The Daily News reported Saturday that broadcaster Keith Olbermann, a New York season-ticket holder, put a photo on Twitter of Brett Weber, a Yankees baseball operations coaching assistant, holding up four fingers toward the field during Thursday's game against Detroit.
Weber was sitting behind home plate and wearing a headset. Major League Baseball rules prohibit club staff from using hand signals to communicate pitch types or speeds to players.
Cashman said there was a simple explanation: The Yankee Stadium scoreboard was on the fritz, so Weber was just providing the sort of post-pitch details that normally appear for all to see, such as "93 m.p.h. fastball."
Two sought in beating
A savage beating by two men outside Dodger Stadium has left a San Francisco Giants fan in a medically-induced coma as police on Saturday urged any witnesses to help identify the attackers.

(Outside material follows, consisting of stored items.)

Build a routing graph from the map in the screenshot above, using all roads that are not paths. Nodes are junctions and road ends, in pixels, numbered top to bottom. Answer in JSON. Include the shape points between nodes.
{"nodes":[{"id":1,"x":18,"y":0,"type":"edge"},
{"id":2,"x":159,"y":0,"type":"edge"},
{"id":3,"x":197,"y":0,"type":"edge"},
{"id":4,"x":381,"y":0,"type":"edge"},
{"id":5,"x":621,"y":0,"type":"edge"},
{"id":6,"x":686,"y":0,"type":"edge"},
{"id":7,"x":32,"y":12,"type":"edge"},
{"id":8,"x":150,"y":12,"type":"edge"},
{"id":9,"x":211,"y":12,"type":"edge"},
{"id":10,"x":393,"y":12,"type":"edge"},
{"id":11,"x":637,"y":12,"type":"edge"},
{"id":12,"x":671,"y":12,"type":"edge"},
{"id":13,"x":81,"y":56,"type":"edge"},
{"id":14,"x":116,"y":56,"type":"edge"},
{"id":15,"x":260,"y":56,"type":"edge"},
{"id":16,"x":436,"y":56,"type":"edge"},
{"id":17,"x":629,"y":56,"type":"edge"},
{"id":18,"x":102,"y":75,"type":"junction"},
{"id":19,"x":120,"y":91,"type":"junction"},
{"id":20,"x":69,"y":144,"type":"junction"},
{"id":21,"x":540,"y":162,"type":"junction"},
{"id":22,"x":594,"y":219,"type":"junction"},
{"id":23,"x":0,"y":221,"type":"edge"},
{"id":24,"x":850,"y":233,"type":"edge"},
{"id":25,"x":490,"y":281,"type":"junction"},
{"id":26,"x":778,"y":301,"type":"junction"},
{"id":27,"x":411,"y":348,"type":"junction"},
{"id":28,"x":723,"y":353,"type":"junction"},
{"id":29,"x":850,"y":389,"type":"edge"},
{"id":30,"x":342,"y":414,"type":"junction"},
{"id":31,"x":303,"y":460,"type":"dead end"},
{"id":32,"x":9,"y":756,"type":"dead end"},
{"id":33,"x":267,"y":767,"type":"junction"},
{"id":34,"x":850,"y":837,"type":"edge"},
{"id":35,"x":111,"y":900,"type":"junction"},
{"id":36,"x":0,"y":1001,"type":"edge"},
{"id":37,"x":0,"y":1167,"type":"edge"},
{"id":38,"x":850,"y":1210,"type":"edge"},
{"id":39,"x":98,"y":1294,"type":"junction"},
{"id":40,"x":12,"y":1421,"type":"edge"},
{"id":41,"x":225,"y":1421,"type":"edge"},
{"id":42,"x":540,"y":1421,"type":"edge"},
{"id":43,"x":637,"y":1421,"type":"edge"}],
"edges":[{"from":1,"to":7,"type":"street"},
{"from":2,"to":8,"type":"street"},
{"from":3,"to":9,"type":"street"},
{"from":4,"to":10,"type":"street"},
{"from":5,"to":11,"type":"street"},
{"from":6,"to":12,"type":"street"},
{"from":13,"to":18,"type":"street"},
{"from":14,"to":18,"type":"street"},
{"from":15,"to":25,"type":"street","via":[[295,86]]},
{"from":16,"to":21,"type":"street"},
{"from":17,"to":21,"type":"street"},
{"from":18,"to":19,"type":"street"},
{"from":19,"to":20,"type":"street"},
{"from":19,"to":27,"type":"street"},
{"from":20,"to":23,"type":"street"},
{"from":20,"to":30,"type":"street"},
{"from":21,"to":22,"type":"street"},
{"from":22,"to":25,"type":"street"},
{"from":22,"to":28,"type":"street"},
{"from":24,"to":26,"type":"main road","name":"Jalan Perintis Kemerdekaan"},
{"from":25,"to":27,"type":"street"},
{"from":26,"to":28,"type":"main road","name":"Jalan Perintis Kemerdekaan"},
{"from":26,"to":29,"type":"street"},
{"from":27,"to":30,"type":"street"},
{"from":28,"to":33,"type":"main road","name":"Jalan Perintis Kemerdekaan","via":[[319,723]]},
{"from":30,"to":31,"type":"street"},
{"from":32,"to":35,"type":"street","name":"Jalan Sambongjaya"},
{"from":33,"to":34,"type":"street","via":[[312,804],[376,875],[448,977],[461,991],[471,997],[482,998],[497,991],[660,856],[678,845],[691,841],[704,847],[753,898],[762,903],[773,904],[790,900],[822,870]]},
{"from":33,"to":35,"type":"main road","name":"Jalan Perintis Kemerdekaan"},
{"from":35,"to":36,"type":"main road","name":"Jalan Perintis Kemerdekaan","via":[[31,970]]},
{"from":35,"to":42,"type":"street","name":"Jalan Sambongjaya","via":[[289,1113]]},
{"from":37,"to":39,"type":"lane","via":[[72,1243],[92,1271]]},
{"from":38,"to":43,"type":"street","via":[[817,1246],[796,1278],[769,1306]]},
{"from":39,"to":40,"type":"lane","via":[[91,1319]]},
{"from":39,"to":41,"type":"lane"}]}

The beating after Thursday's season opener between the Giants and Los Angeles Dodgers left the victim in critical but stable condition.
His name wasn't released, but KGO radio in San Francisco and the Santa Cruz Sentinel identified him as Bryan Stow, a 42-year-old paramedic from Santa Cruz. His brother-in-law, David Collins, told KGO that Stow, a married father of two, has severe head injuries.
Struck fan needs surgery
Sue Cooney, 64, will require extensive surgery to repair damage to her cheekbone and eye socket, said Mike Sterrett, who shares a home with her in Leawood, Kan., a suburb of Kansas City.
The woman was struck by the shattered bat of Anaheim outfielder Torii Hunter during the Angels-Royals opener on Thursday.
When asked by The New York Times to assess Bud Selig since he became full-time commissioner in 1998, former National League president Bill White responded with 10 seconds of silence.
"Well," he said, "we haven't had any strikes."
For the record
Boston's David Ortiz set the major-league record for RBIs by a designated hitter when he drove in a run with a groundout in the fourth inning against Texas. That gave him 1,004 career RBIs as a DH and broke the mark that had been held by Edgar Martinez. Ortiz hit a two-run homer in the second, inning, matching Martinez with 1,003 RBIs. . . . Rangers second baseman Ian Kinsler has become the first player ever to hit leadoff homers in each of his team's first two games.